He turns around slowly and his breath gets caught in his throat as he takes in Sebastian's appearance; Sebastian looks just a bit more mature now than in high school, the evening stubble and leather jacket contrasting with the bangs that make his face seem somehow sweet and the pleasant little smile in such an overwhelmingly sexy way that Blaine almost reels from it all.

"Hi. Sebastian, wow, hi. Hello." Blaine feels himself blush in embarrassment and then in desire when Sebastian tilts his head and winks at him, his smile widening in amusement.

"Blaine. Hello. Not a lot has changed, I see. Looks like I can still make you flustered just like the first time we met. It's so nice to see you again. The curls are especially a lovely surprise, they make you even more adorable. Who would have thought that's possible?"

Blaine stares at the bags of chips in his shopping basket and blushes even more, flattered in that way only ever Sebastian could make him feel. It's not like Kurt's sweet compliments or others praising his talent didn't make Blaine happy, but there was something about Sebastian's words that was somehow different. Blaine didn't want to think too much about it in high school because he felt guilty he enjoyed them so much.

"Um, well, thank you, I guess. Yeah, I decided to forget the gel… Mom, Kurt and Rachel all but made a presentation about all the reasons I should 'let the curls be free'. But back in high school I was just, um, really embarrassed. I thought they are, you know, silly."

Sebastian raises his eyebrows, snickering a little. But it's not malicious or anything. There is nothing mean about Sebastian now, nothing even close to I actually hate you for not putting out in high school or You know I could have spent all that time trying to get into your pants doing much more important things.

"Silly? And the bowties weren't?"

Blaine shrugs. It was different, but he doesn't feel like trying to explain it to Sebastian. Sebastian probably doesn't care, anyway.
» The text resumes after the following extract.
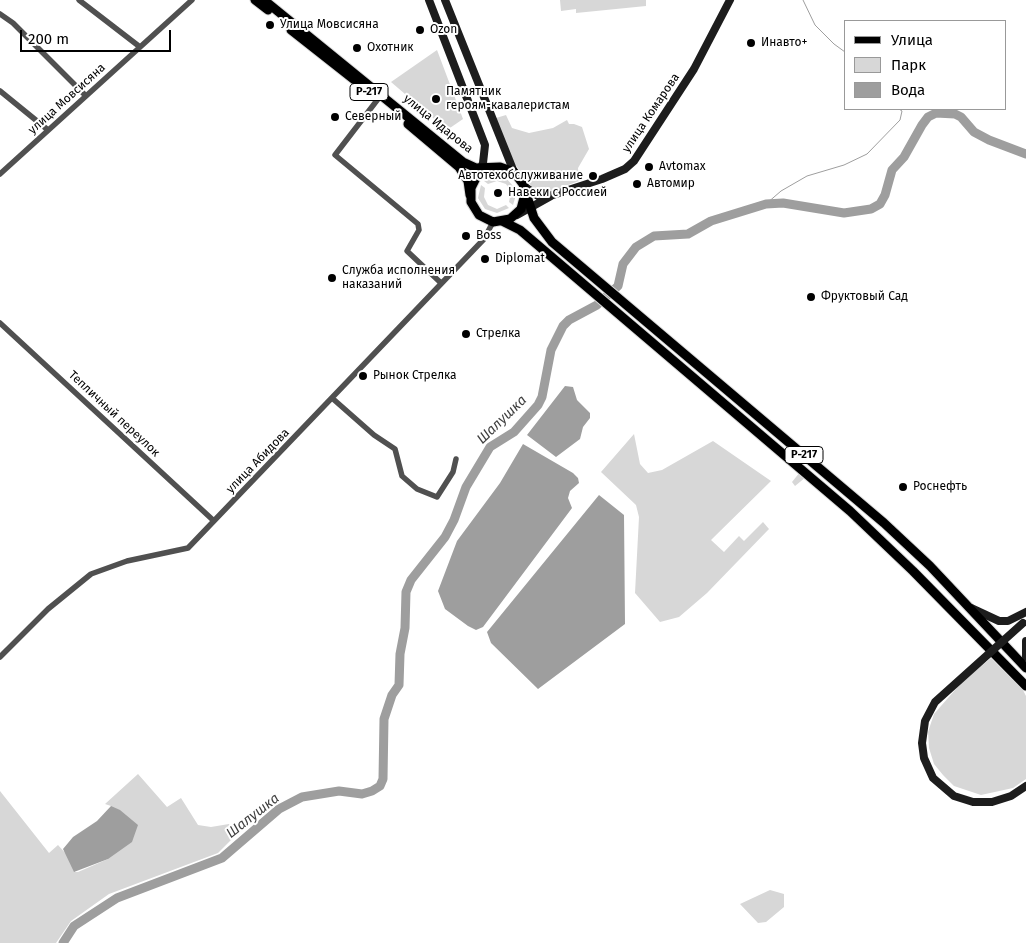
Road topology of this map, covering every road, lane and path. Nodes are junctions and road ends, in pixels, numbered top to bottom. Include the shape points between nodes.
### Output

"Do you want to catch up?" Sebastian turns away from him to get the chocolate liquor and he has to stand just the tiniest bit on his tiptoes. Blaine suddenly remembers that time in Dave Karofsky's kitchen when Sebastian had to stand just like this to put something – Blaine no longer remembers what is was – onto the shelf. Blaine can't help but let his eyes slide down from the nape of Sebastian's pale neck to his ass; it's just as lovely as it was in high school. "There are at least five restaurants five minutes from here." Sebastian smiles at him and Blaine feels warmth spread through his body as he quickly takes the bottle and carefully puts it into his shopping basket. "Or you can come home with me and we can have pizza? I'm not much of a cook but maybe I can try to make scrambled eggs or something. Do you like instant noodles?"

Blaine hesitates, not sure whether Sebastian's words have some hidden meaning or Sebastian truly doesn't want anything more than chatting while having dinner together. The idea of going to Sebastian's home makes Blaine wary and excited at the same time.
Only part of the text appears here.